CPS outgoing rotation group, longitudinal panel

Hi,

I am working with the CPS basic monthly data, limiting my sample to those in mish 4 and mish 8 as I am interested in the hourly earning data. I am using year 2003 to year 2019 at the moment. I only keep respondent between 25 and 65 years old, and for which eligorg equals 1 (so I can have the earning data). I also drop those with a wage lower than 1 dollars and higher than 100 after having adjusted for CPI.
After having done all of this, I end up with exactly a third of the sample that only have one observation (using cpsid cpsidp to identify unique respondent) and two thirds with 2 observations. I have below copied some tabulation so you can see the pattern. I am wondering if this is due to staudy sedign (which would be great) or if there is a weird attrition that I need to be aware of, because of some unobserved selection.
Furthermore, I am wondering which weights I should be using when I carry out analysis with this data (I am planning to run some OLS models ignoring the panel design, and some fixed-effect models)

Thank you for your help!
Camille


I looked at a smaller sample and found the same pattern. Unfortunately this is just due to the attrition patterns in the data. About 1/4 of those ever appearing in the ORG have data only for MISH 4, 1/4 only for MISH 8, and half have both. Since people with two ORG observations appear twice in the data, you get about a 2:1 ratio of observations for those with two ORG observations versus those with one ORG observation.

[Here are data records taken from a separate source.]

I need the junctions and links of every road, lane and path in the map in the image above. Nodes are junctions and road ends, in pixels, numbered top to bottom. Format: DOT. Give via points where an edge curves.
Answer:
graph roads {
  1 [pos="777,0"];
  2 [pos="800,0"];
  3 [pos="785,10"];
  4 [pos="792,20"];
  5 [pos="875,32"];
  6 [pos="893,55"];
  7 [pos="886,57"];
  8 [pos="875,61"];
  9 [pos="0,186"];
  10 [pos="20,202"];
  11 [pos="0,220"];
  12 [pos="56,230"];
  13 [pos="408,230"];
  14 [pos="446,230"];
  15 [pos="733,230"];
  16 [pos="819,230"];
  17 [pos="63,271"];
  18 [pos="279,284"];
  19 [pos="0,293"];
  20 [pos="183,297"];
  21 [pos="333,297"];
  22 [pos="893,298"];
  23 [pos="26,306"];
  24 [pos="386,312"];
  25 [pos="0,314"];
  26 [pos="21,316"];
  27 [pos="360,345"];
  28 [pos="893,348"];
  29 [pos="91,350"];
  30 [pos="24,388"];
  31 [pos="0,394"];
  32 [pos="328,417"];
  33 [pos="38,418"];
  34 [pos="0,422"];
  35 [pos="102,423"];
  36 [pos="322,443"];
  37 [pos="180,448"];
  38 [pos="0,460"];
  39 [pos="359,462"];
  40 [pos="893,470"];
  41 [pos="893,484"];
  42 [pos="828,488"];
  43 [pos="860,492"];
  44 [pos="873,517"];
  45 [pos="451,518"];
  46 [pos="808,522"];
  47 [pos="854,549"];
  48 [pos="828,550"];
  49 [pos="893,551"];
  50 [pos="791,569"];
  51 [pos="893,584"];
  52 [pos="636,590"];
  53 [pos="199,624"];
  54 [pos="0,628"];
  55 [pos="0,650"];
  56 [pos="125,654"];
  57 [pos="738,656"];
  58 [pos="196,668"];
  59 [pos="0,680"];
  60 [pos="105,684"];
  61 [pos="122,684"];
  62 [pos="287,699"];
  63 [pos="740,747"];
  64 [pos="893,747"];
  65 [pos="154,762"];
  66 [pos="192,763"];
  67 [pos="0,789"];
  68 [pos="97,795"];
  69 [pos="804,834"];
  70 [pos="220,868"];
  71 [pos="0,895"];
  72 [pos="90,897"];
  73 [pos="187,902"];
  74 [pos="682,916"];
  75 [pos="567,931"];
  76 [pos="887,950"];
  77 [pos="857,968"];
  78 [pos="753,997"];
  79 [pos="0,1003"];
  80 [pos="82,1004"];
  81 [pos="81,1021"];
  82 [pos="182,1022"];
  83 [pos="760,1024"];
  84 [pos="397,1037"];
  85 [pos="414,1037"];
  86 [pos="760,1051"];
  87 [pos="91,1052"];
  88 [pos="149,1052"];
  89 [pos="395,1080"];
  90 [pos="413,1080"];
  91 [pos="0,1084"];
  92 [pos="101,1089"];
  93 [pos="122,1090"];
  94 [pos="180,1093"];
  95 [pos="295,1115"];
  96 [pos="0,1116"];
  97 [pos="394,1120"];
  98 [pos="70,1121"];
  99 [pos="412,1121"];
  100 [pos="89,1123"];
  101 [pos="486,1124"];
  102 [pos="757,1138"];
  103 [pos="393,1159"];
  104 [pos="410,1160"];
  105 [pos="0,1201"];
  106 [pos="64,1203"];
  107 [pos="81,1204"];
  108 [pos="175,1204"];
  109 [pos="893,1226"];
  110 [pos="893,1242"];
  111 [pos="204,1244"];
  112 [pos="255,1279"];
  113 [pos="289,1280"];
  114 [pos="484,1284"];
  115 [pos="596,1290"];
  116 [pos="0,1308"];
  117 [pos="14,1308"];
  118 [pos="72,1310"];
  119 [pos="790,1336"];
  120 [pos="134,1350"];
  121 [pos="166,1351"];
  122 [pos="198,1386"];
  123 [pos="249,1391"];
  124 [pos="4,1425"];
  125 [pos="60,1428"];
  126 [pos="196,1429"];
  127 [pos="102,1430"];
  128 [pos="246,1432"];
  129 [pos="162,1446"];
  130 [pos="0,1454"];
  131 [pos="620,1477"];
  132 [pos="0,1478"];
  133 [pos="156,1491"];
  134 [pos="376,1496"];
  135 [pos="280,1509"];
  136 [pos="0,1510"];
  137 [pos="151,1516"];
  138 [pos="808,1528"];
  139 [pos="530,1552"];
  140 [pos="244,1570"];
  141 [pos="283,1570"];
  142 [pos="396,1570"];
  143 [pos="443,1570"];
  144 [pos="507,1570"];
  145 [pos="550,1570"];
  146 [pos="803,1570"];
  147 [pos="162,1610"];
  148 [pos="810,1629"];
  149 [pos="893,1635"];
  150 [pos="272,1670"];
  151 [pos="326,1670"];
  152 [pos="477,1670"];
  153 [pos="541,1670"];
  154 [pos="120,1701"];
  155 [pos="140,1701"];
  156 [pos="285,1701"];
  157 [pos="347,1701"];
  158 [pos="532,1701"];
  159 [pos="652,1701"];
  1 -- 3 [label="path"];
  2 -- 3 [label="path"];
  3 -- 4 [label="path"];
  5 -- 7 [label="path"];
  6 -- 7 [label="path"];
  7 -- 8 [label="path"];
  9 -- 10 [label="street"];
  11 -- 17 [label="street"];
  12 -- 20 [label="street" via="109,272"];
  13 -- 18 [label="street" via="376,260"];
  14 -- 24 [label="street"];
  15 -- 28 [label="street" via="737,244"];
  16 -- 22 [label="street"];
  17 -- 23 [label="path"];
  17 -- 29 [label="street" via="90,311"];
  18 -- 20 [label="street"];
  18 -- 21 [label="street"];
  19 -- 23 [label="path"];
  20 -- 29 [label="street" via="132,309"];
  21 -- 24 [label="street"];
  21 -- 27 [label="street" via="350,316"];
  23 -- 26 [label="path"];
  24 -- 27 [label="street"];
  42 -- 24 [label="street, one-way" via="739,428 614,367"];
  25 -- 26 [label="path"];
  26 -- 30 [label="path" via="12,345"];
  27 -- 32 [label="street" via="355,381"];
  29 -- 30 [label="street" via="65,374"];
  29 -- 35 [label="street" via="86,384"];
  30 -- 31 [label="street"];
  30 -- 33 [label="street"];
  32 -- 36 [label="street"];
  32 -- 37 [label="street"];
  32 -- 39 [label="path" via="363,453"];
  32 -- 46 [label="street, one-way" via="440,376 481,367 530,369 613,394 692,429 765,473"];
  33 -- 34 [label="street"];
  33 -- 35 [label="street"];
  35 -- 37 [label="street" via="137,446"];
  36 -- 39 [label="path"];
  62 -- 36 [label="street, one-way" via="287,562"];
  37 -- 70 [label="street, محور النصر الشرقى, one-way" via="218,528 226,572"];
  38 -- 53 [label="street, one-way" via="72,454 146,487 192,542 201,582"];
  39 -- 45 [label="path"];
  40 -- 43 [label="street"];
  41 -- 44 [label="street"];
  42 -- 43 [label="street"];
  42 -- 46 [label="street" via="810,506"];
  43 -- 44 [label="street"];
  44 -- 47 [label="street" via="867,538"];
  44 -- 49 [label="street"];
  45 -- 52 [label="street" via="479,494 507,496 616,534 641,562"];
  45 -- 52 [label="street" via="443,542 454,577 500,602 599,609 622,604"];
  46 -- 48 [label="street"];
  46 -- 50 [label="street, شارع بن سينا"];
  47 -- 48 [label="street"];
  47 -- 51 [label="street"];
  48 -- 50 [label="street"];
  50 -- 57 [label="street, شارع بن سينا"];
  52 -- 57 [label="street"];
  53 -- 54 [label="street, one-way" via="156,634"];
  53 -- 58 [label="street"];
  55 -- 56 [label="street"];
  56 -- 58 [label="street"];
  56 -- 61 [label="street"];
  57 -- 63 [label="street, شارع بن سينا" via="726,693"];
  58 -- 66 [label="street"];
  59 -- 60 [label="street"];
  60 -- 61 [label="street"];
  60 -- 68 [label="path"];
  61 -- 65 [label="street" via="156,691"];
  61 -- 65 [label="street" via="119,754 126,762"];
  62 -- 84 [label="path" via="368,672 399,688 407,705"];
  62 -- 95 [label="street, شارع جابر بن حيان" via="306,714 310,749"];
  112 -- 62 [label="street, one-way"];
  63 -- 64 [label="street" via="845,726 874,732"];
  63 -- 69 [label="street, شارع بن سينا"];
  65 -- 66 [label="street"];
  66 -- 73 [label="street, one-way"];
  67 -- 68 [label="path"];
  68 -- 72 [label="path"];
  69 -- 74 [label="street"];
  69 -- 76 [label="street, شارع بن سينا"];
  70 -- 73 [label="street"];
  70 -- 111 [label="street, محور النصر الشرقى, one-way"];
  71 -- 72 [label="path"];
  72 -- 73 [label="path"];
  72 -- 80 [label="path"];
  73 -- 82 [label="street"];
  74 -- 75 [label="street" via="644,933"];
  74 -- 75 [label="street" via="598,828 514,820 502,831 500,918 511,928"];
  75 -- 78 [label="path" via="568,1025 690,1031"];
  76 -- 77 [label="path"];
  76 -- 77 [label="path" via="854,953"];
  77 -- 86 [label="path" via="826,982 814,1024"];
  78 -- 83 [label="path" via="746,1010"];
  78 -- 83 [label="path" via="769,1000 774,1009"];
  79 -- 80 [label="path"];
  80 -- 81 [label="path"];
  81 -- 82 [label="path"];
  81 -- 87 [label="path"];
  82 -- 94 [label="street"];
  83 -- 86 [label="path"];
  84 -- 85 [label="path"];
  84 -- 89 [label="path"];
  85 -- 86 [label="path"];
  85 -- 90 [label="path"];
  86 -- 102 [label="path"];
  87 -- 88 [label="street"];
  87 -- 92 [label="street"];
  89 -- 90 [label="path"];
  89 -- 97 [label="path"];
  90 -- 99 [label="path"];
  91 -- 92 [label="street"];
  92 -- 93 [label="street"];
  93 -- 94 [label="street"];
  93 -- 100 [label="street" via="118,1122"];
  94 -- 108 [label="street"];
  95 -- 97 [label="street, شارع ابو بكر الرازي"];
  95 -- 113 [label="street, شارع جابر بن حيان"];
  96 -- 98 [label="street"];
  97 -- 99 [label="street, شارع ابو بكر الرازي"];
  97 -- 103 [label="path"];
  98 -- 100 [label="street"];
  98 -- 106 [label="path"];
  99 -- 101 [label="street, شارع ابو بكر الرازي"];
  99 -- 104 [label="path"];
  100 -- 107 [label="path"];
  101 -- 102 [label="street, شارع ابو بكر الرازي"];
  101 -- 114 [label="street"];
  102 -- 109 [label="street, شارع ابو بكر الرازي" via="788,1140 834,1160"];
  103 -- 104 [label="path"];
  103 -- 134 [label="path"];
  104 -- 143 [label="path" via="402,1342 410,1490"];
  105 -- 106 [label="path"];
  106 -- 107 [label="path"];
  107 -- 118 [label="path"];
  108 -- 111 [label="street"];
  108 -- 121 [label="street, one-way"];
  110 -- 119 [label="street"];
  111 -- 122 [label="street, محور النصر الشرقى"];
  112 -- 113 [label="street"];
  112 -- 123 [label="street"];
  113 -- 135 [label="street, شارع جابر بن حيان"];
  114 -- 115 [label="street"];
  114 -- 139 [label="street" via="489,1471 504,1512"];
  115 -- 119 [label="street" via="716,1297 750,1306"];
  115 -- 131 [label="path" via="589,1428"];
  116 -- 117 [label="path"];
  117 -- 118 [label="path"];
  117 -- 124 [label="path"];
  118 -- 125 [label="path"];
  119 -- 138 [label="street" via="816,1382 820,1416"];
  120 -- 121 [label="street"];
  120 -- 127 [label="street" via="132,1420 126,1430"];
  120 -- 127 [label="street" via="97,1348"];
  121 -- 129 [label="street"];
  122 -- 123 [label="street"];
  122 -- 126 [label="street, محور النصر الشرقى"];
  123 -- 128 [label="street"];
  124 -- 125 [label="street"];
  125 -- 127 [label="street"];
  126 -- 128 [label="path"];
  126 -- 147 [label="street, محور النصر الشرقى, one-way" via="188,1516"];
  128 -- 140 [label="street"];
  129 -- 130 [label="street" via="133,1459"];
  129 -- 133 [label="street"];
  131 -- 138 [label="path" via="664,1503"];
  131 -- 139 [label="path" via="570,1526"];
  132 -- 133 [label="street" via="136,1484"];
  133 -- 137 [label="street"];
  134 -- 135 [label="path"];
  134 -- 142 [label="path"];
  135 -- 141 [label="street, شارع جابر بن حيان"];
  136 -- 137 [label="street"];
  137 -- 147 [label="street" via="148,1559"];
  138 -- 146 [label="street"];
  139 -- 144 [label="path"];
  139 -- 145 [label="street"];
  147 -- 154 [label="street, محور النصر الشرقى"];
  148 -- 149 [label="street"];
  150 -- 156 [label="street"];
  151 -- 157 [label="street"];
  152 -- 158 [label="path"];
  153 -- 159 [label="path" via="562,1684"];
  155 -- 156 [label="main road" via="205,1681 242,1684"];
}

Regarding weights, most person-level analyses using ORG data should use EARNWT.

Dear Matthew,
Thank you for your help!
Would you use earnwt even if I am using the longitudinal panel?
Camille

The weights included in the original CPS microdata are not designed to be used in panel analysis, which is why IPUMS developed the longitudinal weights, such as LNKFW1YWT. These weights adjust the base weight (WTFINL) to account for attrition between two waves of the CPS survey. Which weights to use depends on the specific analysis, but it seems to me that for a fixed effect model (keeping only individuals with 2 ORG observations) you might want to use EARNWT (from the first year) as the base weight and adjust it for attrition, as is done for the IPUMS longitudinal weights. There is example Stata code for replicating the creation of the IPUMS longitudinal weights at this page, which could be modified to use EARNWT as the base.

This presentation (see pages 11-12 especially) has a nice discussion of the issues involved in weighting longitudinal data from complex sample surveys.

Thank you!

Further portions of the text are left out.